Wissenschaftliche Erkenntnisse zu aktuellen gesellschaftlichen Entwicklungen bilden eine wichtige Voraussetzung dafür, um Möglichkeiten der Öffentlichkeitsbeteiligung im Rahmen der Endlagersuche zu ermitteln. Dazu hat das Bundesamt für kerntechnische Entsorgungssicherheit (BfE) ein Forschungsprojekt gestartet, das dieses Wissen bündeln und für die eigene Arbeit auswerten soll.

Das BfE koordiniert und beaufsichtigt die Suche nach einem Endlager für hochradioaktive Abfälle und ist Träger der Öffentlichkeitsbeteiligung. Das Forschungsprojekt läuft unter dem Titel „Öffentlichkeitsbeteiligung bei der Endlagersuche: Herausforderungen eines generationenübergreifenden, selbsthinterfragenden und lernenden Verfahrens“. Das Vorhaben ist auf zwei Jahre angelegt.

Besondere Herausforderung: Dauer und Komplexität des Endlagersuchverfahrens

Sowohl die Dauer des Suchverfahrens als auch die Komplexität des Themas Endlagerung stellen alle Beteiligten vor besondere Herausforderungen. Diese bewegen sich in einem Spannungsfeld zwischen dem Anspruch nach einer möglichst breiten Beteiligung einerseits und dem Ziel, zügig einen Endlagerstandort zu finden andererseits. Im Mittelpunkt der Forschung steht deshalb die Frage, wie bestmöglich eine dialogorientierte Beteiligung mit Blick auf das Ziel „Endlagerstandort“ gestaltet werden kann.

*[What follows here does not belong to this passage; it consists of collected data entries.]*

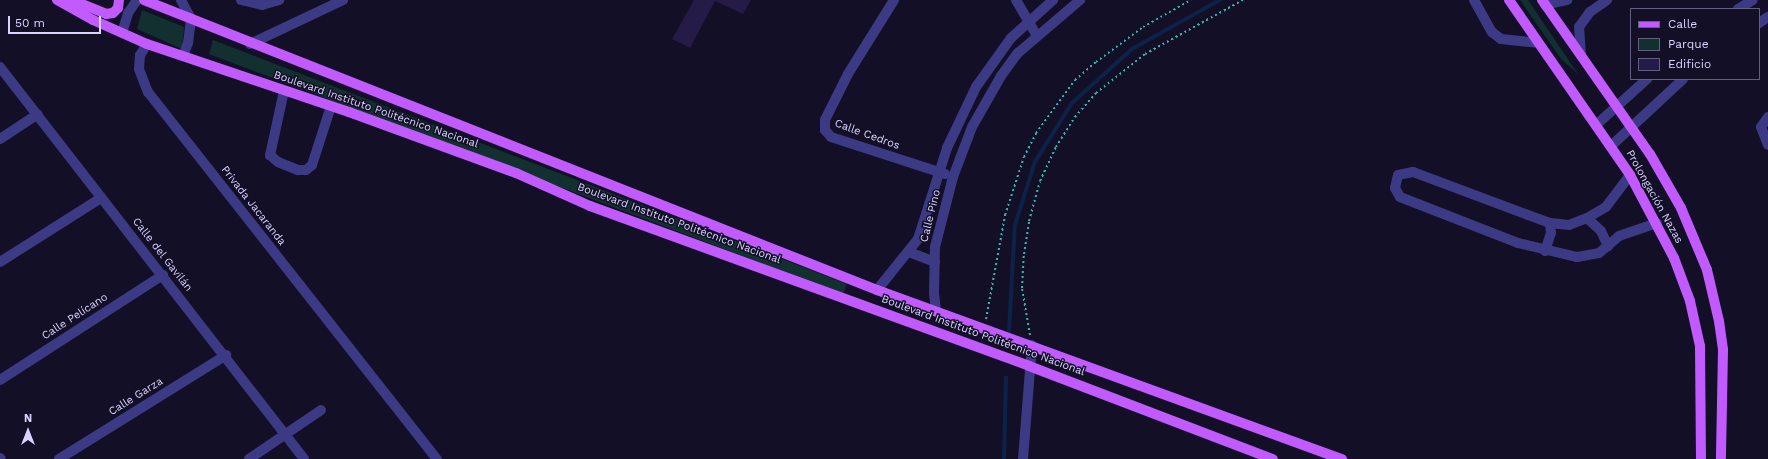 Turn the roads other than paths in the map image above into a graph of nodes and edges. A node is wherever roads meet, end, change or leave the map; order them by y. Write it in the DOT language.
graph roads {
  1 [pos="57,0"];
  2 [pos="72,0"];
  3 [pos="119,0"];
  4 [pos="138,0"];
  5 [pos="144,0"];
  6 [pos="181,0"];
  7 [pos="241,0"];
  8 [pos="279,0"];
  9 [pos="894,0"];
  10 [pos="1016,0"];
  11 [pos="1053,0"];
  12 [pos="1080,0"];
  13 [pos="1474,0"];
  14 [pos="1509,0"];
  15 [pos="1567,0"];
  16 [pos="1607,0"];
  17 [pos="1753,0"];
  18 [pos="341,1"];
  19 [pos="1544,2"];
  20 [pos="1740,8"];
  21 [pos="191,19"];
  22 [pos="1028,22"];
  23 [pos="122,33"];
  24 [pos="1037,36"];
  25 [pos="1538,43"];
  26 [pos="147,44"];
  27 [pos="250,44"];
  28 [pos="1581,55"];
  29 [pos="183,56"];
  30 [pos="0,67"];
  31 [pos="1645,80"];
  32 [pos="1682,80"];
  33 [pos="284,91"];
  34 [pos="331,106"];
  35 [pos="1618,106"];
  36 [pos="38,114"];
  37 [pos="1768,117"];
  38 [pos="1596,125"];
  39 [pos="1632,127"];
  40 [pos="1764,127"];
  41 [pos="0,138"];
  42 [pos="1768,145"];
  43 [pos="1611,146"];
  44 [pos="938,172"];
  45 [pos="1630,175"];
  46 [pos="953,177"];
  47 [pos="101,198"];
  48 [pos="1587,218"];
  49 [pos="926,219"];
  50 [pos="1550,223"];
  51 [pos="1657,223"];
  52 [pos="940,225"];
  53 [pos="1608,246"];
  54 [pos="1545,251"];
  55 [pos="909,252"];
  56 [pos="0,262"];
  57 [pos="935,262"];
  58 [pos="163,275"];
  59 [pos="877,290"];
  60 [pos="866,305"];
  61 [pos="936,310"];
  62 [pos="1032,345"];
  63 [pos="226,355"];
  64 [pos="1029,366"];
  65 [pos="0,380"];
  66 [pos="321,410"];
  67 [pos="286,435"];
  68 [pos="59,459"];
  69 [pos="249,459"];
  70 [pos="304,459"];
  71 [pos="437,459"];
  72 [pos="1024,459"];
  73 [pos="1273,459"];
  74 [pos="1342,459"];
  75 [pos="1701,459"];
  76 [pos="1721,459"];
  1 -- 23 [label="main road, Boulevard Instituto Politécnico Nacional"];
  2 -- 3 [label="main road"];
  4 -- 23 [label="street"];
  5 -- 21 [label="main road, Boulevard Instituto Politécnico Nacional"];
  6 -- 21 [label="street"];
  7 -- 8 [label="street"];
  9 -- 44 [label="street, Calle Cedros"];
  10 -- 22 [label="street"];
  11 -- 22 [label="street, Calle Pino"];
  12 -- 24 [label="street, Calle Pino"];
  13 -- 25 [label="street"];
  14 -- 25 [label="main road, Prolongación Nazas"];
  15 -- 19 [label="street"];
  16 -- 28 [label="street"];
  17 -- 20 [label="street"];
  18 -- 27 [label="street"];
  19 -- 28 [label="main road, Prolongación Nazas"];
  21 -- 27 [label="main road, Boulevard Instituto Politécnico Nacional"];
  21 -- 29 [label="street"];
  22 -- 24 [label="street"];
  22 -- 44 [label="street, Calle Pino"];
  23 -- 26 [label="main road, Boulevard Instituto Politécnico Nacional"];
  24 -- 46 [label="street, Calle Pino"];
  25 -- 38 [label="main road, Prolongación Nazas"];
  26 -- 29 [label="main road, Boulevard Instituto Politécnico Nacional"];
  26 -- 71 [label="street, Privada Jacaranda"];
  27 -- 59 [label="main road, Boulevard Instituto Politécnico Nacional"];
  28 -- 35 [label="main road, Prolongación Nazas"];
  29 -- 33 [label="main road, Boulevard Instituto Politécnico Nacional"];
  30 -- 36 [label="street, Calle del Gavilán"];
  31 -- 35 [label="street"];
  32 -- 39 [label="street"];
  33 -- 34 [label="main road, Boulevard Instituto Politécnico Nacional"];
  33 -- 34 [label="street"];
  34 -- 60 [label="main road, Boulevard Instituto Politécnico Nacional"];
  35 -- 38 [label="street"];
  35 -- 39 [label="main road, Prolongación Nazas"];
  36 -- 41 [label="street"];
  36 -- 47 [label="street, Calle del Gavilán"];
  37 -- 40 [label="street"];
  38 -- 43 [label="main road, Prolongación Nazas"];
  39 -- 43 [label="street"];
  39 -- 76 [label="main road, Prolongación Nazas"];
  40 -- 42 [label="street"];
  43 -- 45 [label="main road, Prolongación Nazas"];
  44 -- 46 [label="street, Calle Cedros"];
  44 -- 49 [label="street, Calle Pino"];
  45 -- 48 [label="street"];
  45 -- 51 [label="main road, Prolongación Nazas"];
  46 -- 52 [label="street, Calle Pino"];
  47 -- 56 [label="street"];
  47 -- 58 [label="street, Calle del Gavilán"];
  48 -- 50 [label="street"];
  48 -- 53 [label="street"];
  49 -- 52 [label="street"];
  49 -- 55 [label="street, Calle Pino"];
  50 -- 54 [label="street"];
  50 -- 54 [label="street"];
  51 -- 53 [label="street"];
  51 -- 75 [label="main road, Prolongación Nazas"];
  52 -- 57 [label="street, Calle Pino"];
  53 -- 54 [label="street"];
  55 -- 57 [label="street"];
  55 -- 59 [label="street, Calle Pino"];
  57 -- 61 [label="street, Calle Pino"];
  58 -- 63 [label="street, Calle del Gavilán"];
  58 -- 65 [label="street, Calle Pelícano"];
  59 -- 60 [label="main road"];
  59 -- 61 [label="main road, Boulevard Instituto Politécnico Nacional"];
  60 -- 64 [label="main road, Boulevard Instituto Politécnico Nacional"];
  61 -- 62 [label="main road, Boulevard Instituto Politécnico Nacional"];
  62 -- 64 [label="street"];
  62 -- 74 [label="main road, Boulevard Instituto Politécnico Nacional"];
  63 -- 67 [label="street, Calle del Gavilán"];
  63 -- 68 [label="street, Calle Garza"];
  64 -- 72 [label="street"];
  64 -- 73 [label="main road, Boulevard Instituto Politécnico Nacional"];
  66 -- 67 [label="street"];
  67 -- 69 [label="street"];
  67 -- 70 [label="street, Calle del Gavilán"];
}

Arbeitspakete des Forschungsprojektes

Das Forschungsprojekt wird in einem ersten Schritt den aktuellen Stand der Forschung zu Beteiligungsverfahren mit ähnlichen Herausforderungen aufarbeiten. Darauf aufbauend sollen Rückschlüsse für die Beteiligung im Standortauswahlverfahren abgeleitet werden. Das Projekt beleuchtet zudem die Frage, wie der gesetzliche Anspruch an ein selbsthinterfragendes und lernendes Verfahren erfüllt werden kann. Des Weiteren wird der Auftragnehmer des Projektes Zukunftsbilder für die Endlagerung entwerfen, die eine konstruktive gesellschaftliche Diskussion im Standortauswahlverfahren unterstützen können.

Im Laufe des Forschungsvorhabens sind Workshops mit Fachleuten geplant, um Zwischenergebnisse zu diskutieren und Erkenntnisse aus Wissenschaft, Zivilgesellschaft, Verwaltung, Unternehmen und Politik zu bündeln.